Il viaggio musicale parte da Handel, con l’Ouverture del Tolomeo, una pagina che sembra fatta apposta per animare le volte della Cappella: solennità francese e brillantezza inglese fuse in un’unica, teatrale apertura. Prosegue con il Concerto grosso n. 10 di Barsanti, lucchese trapiantato in Scozia, capace di alternare archi, fiati e timpani con una libertà che anticipa una certa idea di sinfonismo. Poi arriva Graun, con la sua Sinfonia in fa maggiore, elegante e imprevedibile come la scuola prussiana richiedeva: un equilibrio di contrasti che scivola dall’energia all’intimità per poi riaffiorare in un Presto finale impetuoso.
E infine Fioré. Un Te Deum monumentale, costruito per doppio coro e un organico orchestrale ricchissimo — trombe, oboi, flauti, archi a cinque parti, basso continuo. Una partitura che mescola gusto francese e chiarezza melodica italiana, aprendo finestre solenni e poi richiudendole su momenti di contemplazione, fino a esplodere nei passaggi guidati dalle trombe e nella danza luminosa dell’In Te, Domine, speravi. Un’opera che racconta non solo la Torino barocca, ma il suo modo di intendere la festa: rigorosa, teatrale, collettiva.

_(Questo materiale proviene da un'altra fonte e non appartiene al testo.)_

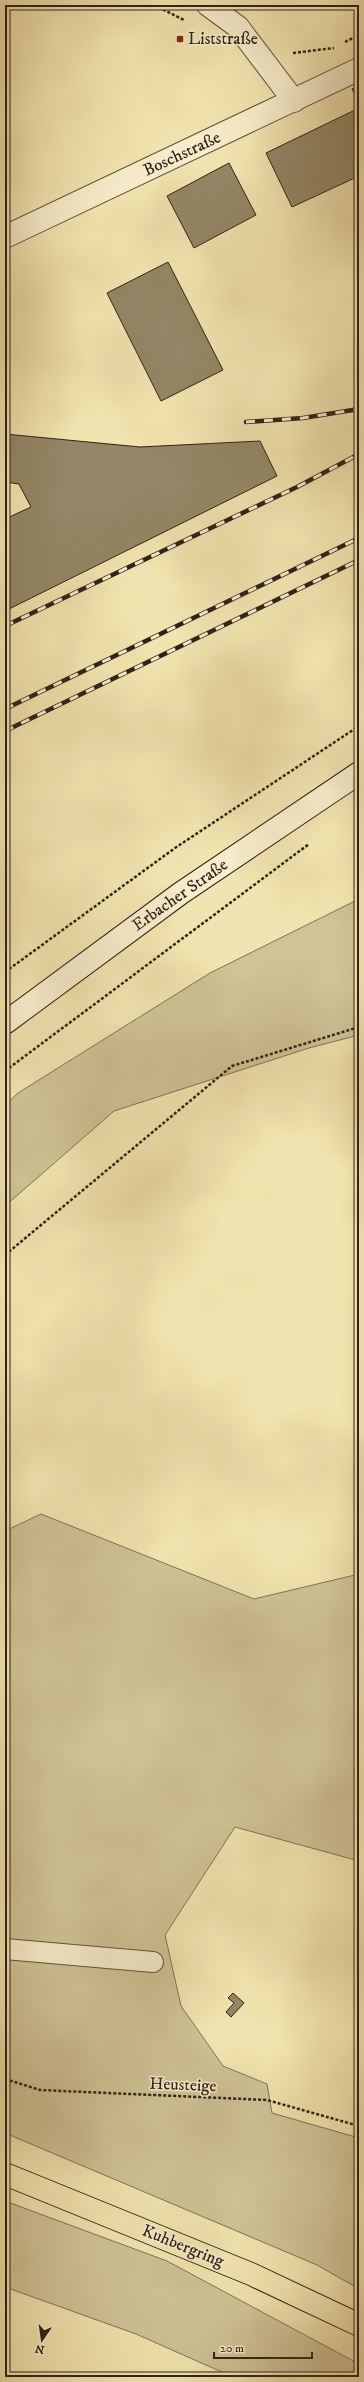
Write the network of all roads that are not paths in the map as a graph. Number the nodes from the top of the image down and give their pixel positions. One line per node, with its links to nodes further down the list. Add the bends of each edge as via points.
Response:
1 (208, 5): 3 (street, via 238,27)
2 (359, 69): 3 (street, Boschstraße)
3 (294, 101): 4 (street, Boschstraße)
4 (5, 238)
5 (359, 773): 6 (street, Erbacher Straße, via 181,893)
6 (5, 1023)
7 (5, 1949): 8 (lane)
8 (153, 1962)
9 (5, 2174): 10 (main road, Kuhbergring, via 251,2274)
10 (359, 2325)

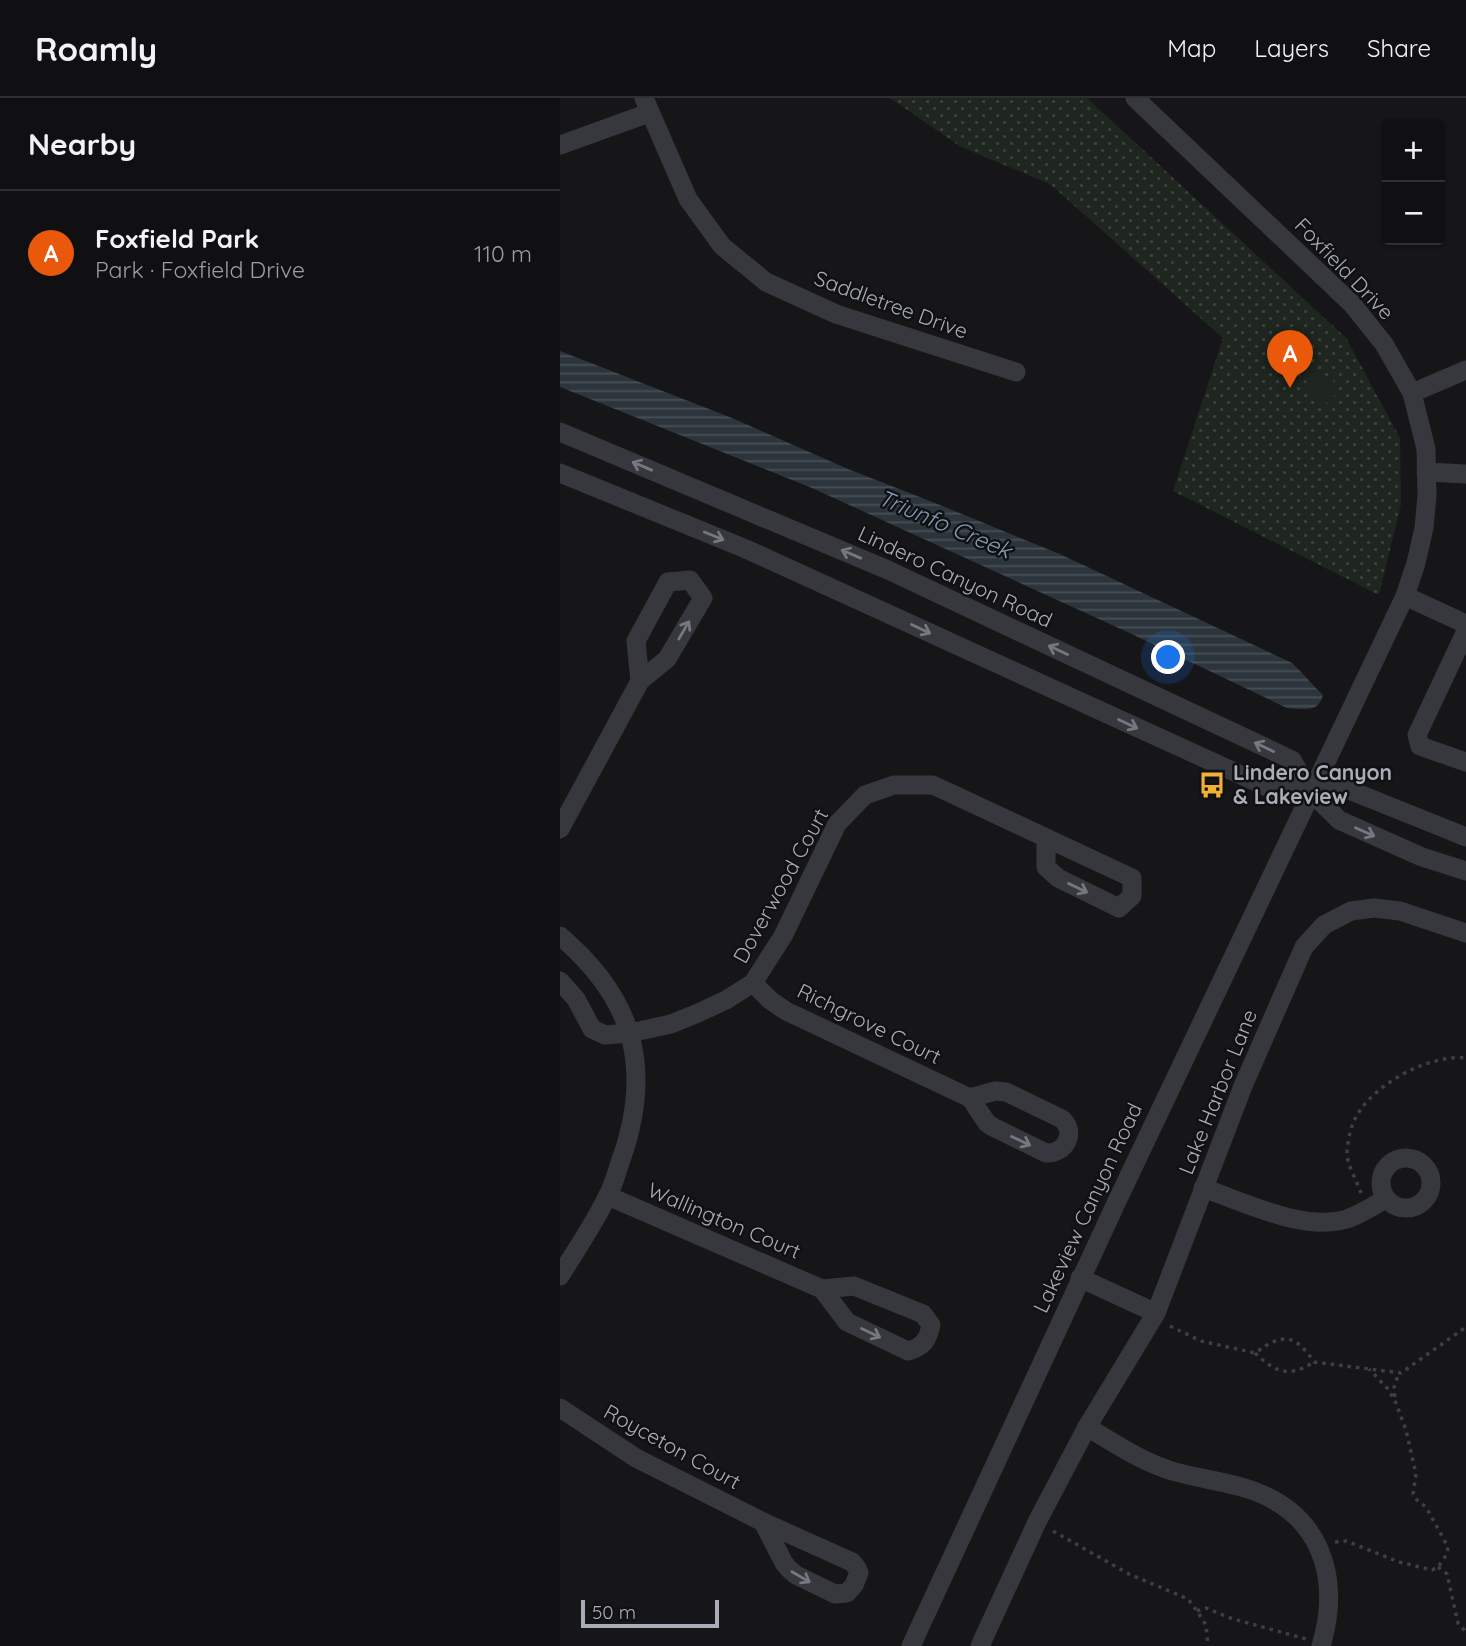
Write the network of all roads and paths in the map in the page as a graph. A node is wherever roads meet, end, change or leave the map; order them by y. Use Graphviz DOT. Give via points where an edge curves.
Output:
graph roads {
  1 [pos="1135,98"];
  2 [pos="647,106"];
  3 [pos="560,145"];
  4 [pos="1466,370"];
  5 [pos="1016,372"];
  6 [pos="1412,393"];
  7 [pos="560,432"];
  8 [pos="1426,472"];
  9 [pos="560,473"];
  10 [pos="1466,474"];
  11 [pos="1405,596"];
  12 [pos="1466,624"];
  13 [pos="1466,631"];
  14 [pos="640,681"];
  15 [pos="1466,762"];
  16 [pos="1311,792"];
  17 [pos="560,829"];
  18 [pos="1466,837"];
  19 [pos="1046,838"];
  20 [pos="1466,871"];
  21 [pos="1466,933"];
  22 [pos="560,936"];
  23 [pos="560,981"];
  24 [pos="753,983"];
  25 [pos="631,1033"];
  26 [pos="1466,1058"];
  27 [pos="970,1098"];
  28 [pos="1203,1188"];
  29 [pos="608,1196"];
  30 [pos="1386,1198"];
  31 [pos="1368,1210"];
  32 [pos="560,1276"];
  33 [pos="1080,1278"];
  34 [pos="822,1289"];
  35 [pos="1156,1313"];
  36 [pos="1466,1327"];
  37 [pos="1255,1353"];
  38 [pos="1314,1362"];
  39 [pos="1369,1369"];
  40 [pos="1401,1373"];
  41 [pos="1396,1403"];
  42 [pos="560,1408"];
  43 [pos="1087,1427"];
  44 [pos="763,1522"];
  45 [pos="1037,1522"];
  46 [pos="1320,1548"];
  47 [pos="1438,1567"];
  48 [pos="1198,1611"];
  49 [pos="1466,1632"];
  50 [pos="1321,1644"];
  51 [pos="911,1646"];
  52 [pos="980,1646"];
  53 [pos="1208,1646"];
  1 -- 6 [label="street, Foxfield Drive" via="1352,304 1384,344"];
  2 -- 3 [label="street"];
  2 -- 5 [label="street, Saddletree Drive" via="688,199 722,246 766,282 836,314"];
  4 -- 6 [label="street"];
  6 -- 8 [label="street, Foxfield Drive" via="1426,449"];
  16 -- 7 [label="street, Lindero Canyon Road, one-way" via="1292,760 888,570"];
  8 -- 10 [label="street"];
  8 -- 11 [label="street, Foxfield Drive" via="1424,527"];
  9 -- 16 [label="street, one-way" via="746,550 1274,790"];
  11 -- 12 [label="street"];
  11 -- 16 [label="street, Foxfield Drive"];
  13 -- 15 [label="street" via="1417,735 1420,746"];
  14 -- 14 [label="street, one-way" via="667,659 703,598 690,580 668,582 636,641"];
  14 -- 17 [label="street"];
  16 -- 18 [label="street" via="1349,790"];
  16 -- 20 [label="street, Lindero Canyon Road, one-way" via="1339,820"];
  16 -- 33 [label="street, Lakeview Canyon Road"];
  19 -- 19 [label="street, Doverwood Court, one-way" via="1046,867 1058,878 1119,908 1132,896 1132,878"];
  19 -- 24 [label="street, Doverwood Court" via="933,785 894,785 865,795 837,824 783,936"];
  21 -- 28 [label="street, Lake Harbor Lane" via="1400,911 1374,908 1350,911 1324,925 1304,947"];
  22 -- 25 [label="street" via="592,966"];
  23 -- 25 [label="street, Doverwood Court" via="592,1029 605,1035"];
  24 -- 25 [label="street, Doverwood Court" via="698,1013"];
  24 -- 27 [label="street, Richgrove Court" via="786,1011"];
  25 -- 29 [label="street" via="635,1108"];
  26 -- 31 [label="path" via="1443,1059 1409,1071 1368,1099 1357,1114 1347,1157"];
  27 -- 27 [label="street, Richgrove Court, one-way" via="987,1123 1046,1153 1063,1148 1069,1135 1062,1119 1006,1092"];
  28 -- 31 [label="street" via="1291,1219 1346,1219"];
  28 -- 35 [label="street, Lake Harbor Lane"];
  29 -- 32 [label="street"];
  29 -- 34 [label="street, Wallington Court"];
  30 -- 31 [label="street"];
  33 -- 35 [label="street"];
  33 -- 51 [label="street, Lakeview Canyon Road"];
  34 -- 34 [label="street, Wallington Court, one-way" via="847,1322 908,1352 919,1348 929,1335 932,1325 923,1314 853,1286"];
  35 -- 37 [label="path" via="1167,1325 1201,1341"];
  35 -- 43 [label="street, Lake Harbor Lane"];
  36 -- 40 [label="path"];
  37 -- 38 [label="path" via="1279,1371 1293,1372"];
  37 -- 38 [label="path" via="1282,1338 1296,1341"];
  38 -- 39 [label="path"];
  39 -- 40 [label="path"];
  39 -- 41 [label="path"];
  40 -- 41 [label="path" via="1393,1388"];
  41 -- 47 [label="path" via="1416,1474 1413,1494 1426,1507 1448,1548"];
  42 -- 44 [label="street, Royceton Court" via="636,1458"];
  43 -- 45 [label="street, Lake Harbor Lane"];
  43 -- 46 [label="street" via="1171,1471 1247,1489 1276,1501 1301,1522"];
  44 -- 44 [label="street, Royceton Court, one-way" via="784,1563 796,1575 835,1594 848,1593 854,1586 859,1573 852,1562"];
  45 -- 48 [label="path" via="1129,1574 1188,1599"];
  45 -- 52 [label="street, Lake Harbor Lane"];
  46 -- 47 [label="path" via="1346,1541 1399,1562 1432,1570"];
  46 -- 50 [label="street" via="1329,1581"];
  47 -- 49 [label="path" via="1447,1574 1458,1623"];
  48 -- 50 [label="path" via="1206,1608"];
  48 -- 53 [label="path" via="1206,1625"];
}
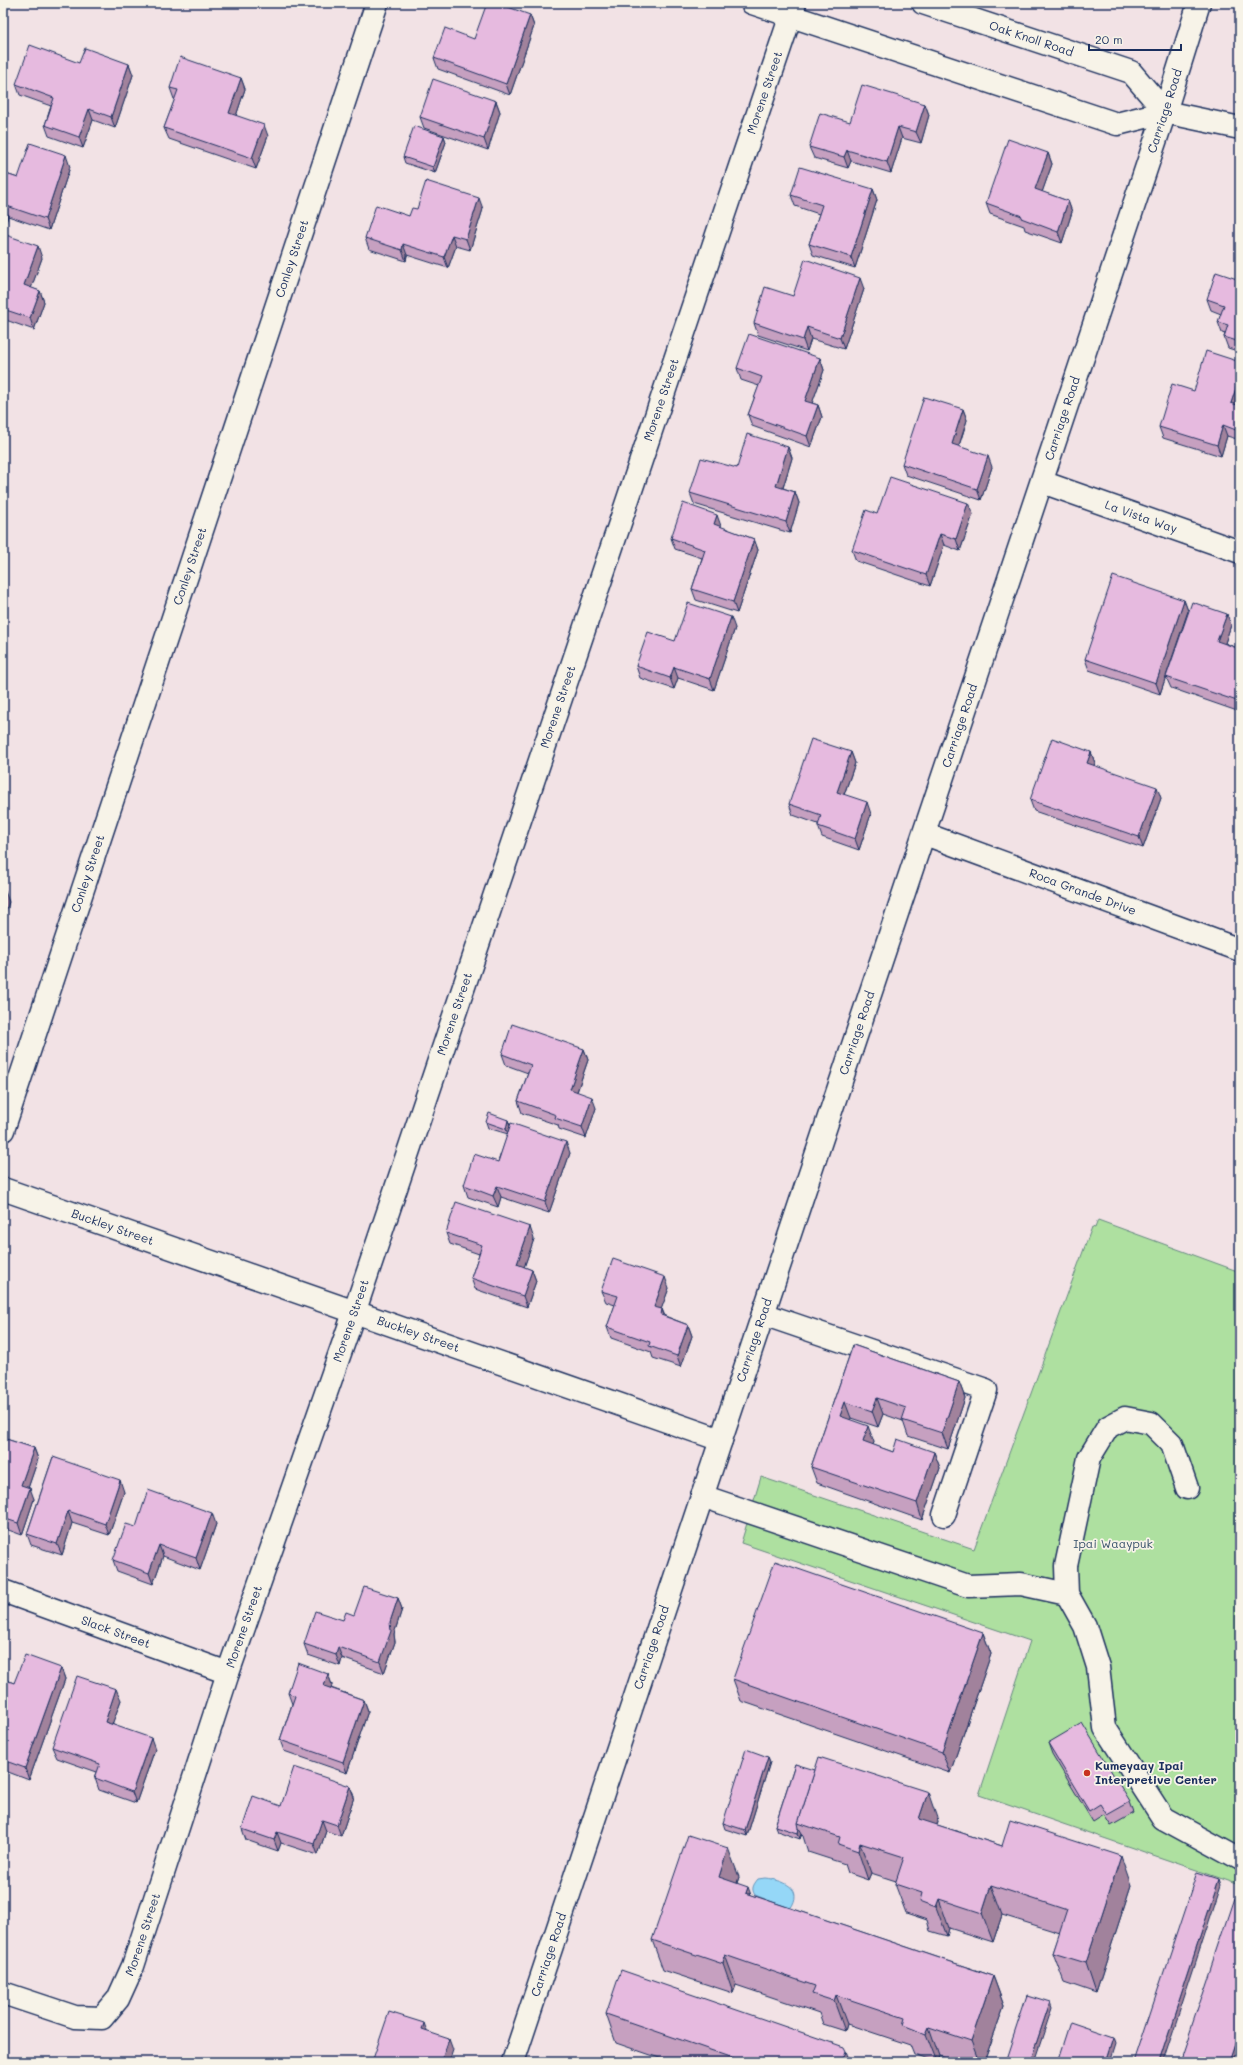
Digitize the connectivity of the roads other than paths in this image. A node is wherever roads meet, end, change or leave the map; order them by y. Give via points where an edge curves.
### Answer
1 (377, 3) edge
2 (752, 3) edge
3 (923, 3) edge
4 (1199, 3) edge
5 (792, 9) edge
6 (1165, 112) junction
7 (1240, 128) edge
8 (1042, 482) junction
9 (1240, 552) edge
10 (925, 834) junction
11 (1240, 950) edge
12 (3, 1130) edge
13 (3, 1189) edge
14 (354, 1312) junction
15 (763, 1314) junction
16 (721, 1440) junction
17 (1187, 1488) dead end
18 (702, 1496) junction
19 (944, 1515) dead end
20 (3, 1591) edge
21 (1067, 1594) junction
22 (228, 1673) junction
23 (1240, 1860) edge
24 (3, 1992) edge
25 (513, 2062) edge

1 - 12 street, Conley Street
2 - 5 street
3 - 6 street, Oak Knoll Road via 1131,72
4 - 6 street, Carriage Road
5 - 6 street via 1117,124
5 - 14 street, Morene Street
6 - 7 street
6 - 8 street, Carriage Road
8 - 9 street, La Vista Way
8 - 10 street, Carriage Road
10 - 11 street, Roca Grande Drive
10 - 15 street, Carriage Road
13 - 14 street, Buckley Street
14 - 16 street, Buckley Street
14 - 22 street, Morene Street
15 - 16 street, Carriage Road
15 - 19 street via 986,1390
16 - 18 street, Carriage Road
17 - 21 street via 1172,1444 1151,1423 1125,1418 1108,1427 1089,1458 1066,1566
18 - 21 street via 968,1586 1021,1584
18 - 25 street, Carriage Road
20 - 22 street, Slack Street
21 - 23 street via 1085,1626 1098,1667 1104,1728 1163,1818
22 - 24 street, Morene Street via 133,1966 118,1999 102,2018 75,2018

Il concerto sarà anche un omaggio a Sergio Balestracci, scomparso lo scorso dicembre, figura centrale nella riscoperta della musica barocca italiana. Fu lui, nel 1986, a trascrivere e dirigere l’altro Te Deum di Fioré, il G bis 25: un lavoro che oggi appare come il primo tassello di un percorso che va avanti grazie a chi continua a scavare negli archivi per far riemergere ciò che il tempo aveva coperto.
Accanto all’Orchestra dell’Accademia, il Coro del Liceo Cavour, nato nel 2024 e formato da studentesse e studenti tra i 14 e i 19 anni, eseguirà anche lo Stabat Mater di Kodály e An Irish Blessing di Moore. È un coro giovane, ma già dotato di una sorprendente ricchezza timbrica, grazie alla varietà dei suoi membri e al lavoro del Progetto Barocco che unisce formazione, ricerca e pratica esecutiva. Una scelta coerente con la missione dell’Accademia: mettere insieme professionalità e nuove generazioni, senza differenze di ruolo, affinché la musica barocca torni a essere un bene vivo, partecipato, popolare nel senso più nobile.
È questo, in fondo, il messaggio nascosto dietro l’appuntamento del 7 dicembre: il Natale come gesto comunitario, come memoria che attraversa i secoli e continua a suonare. E che grazie a un’istituzione come la Accademia di Sant’Uberto, alla tenacia di chi la guida e alla passione dei ragazzi del Cavour, non rischia di perdersi in un museo, ma trova ancora il suo posto tra le pietre della Reggia e le voci di chi lo interpreta oggi.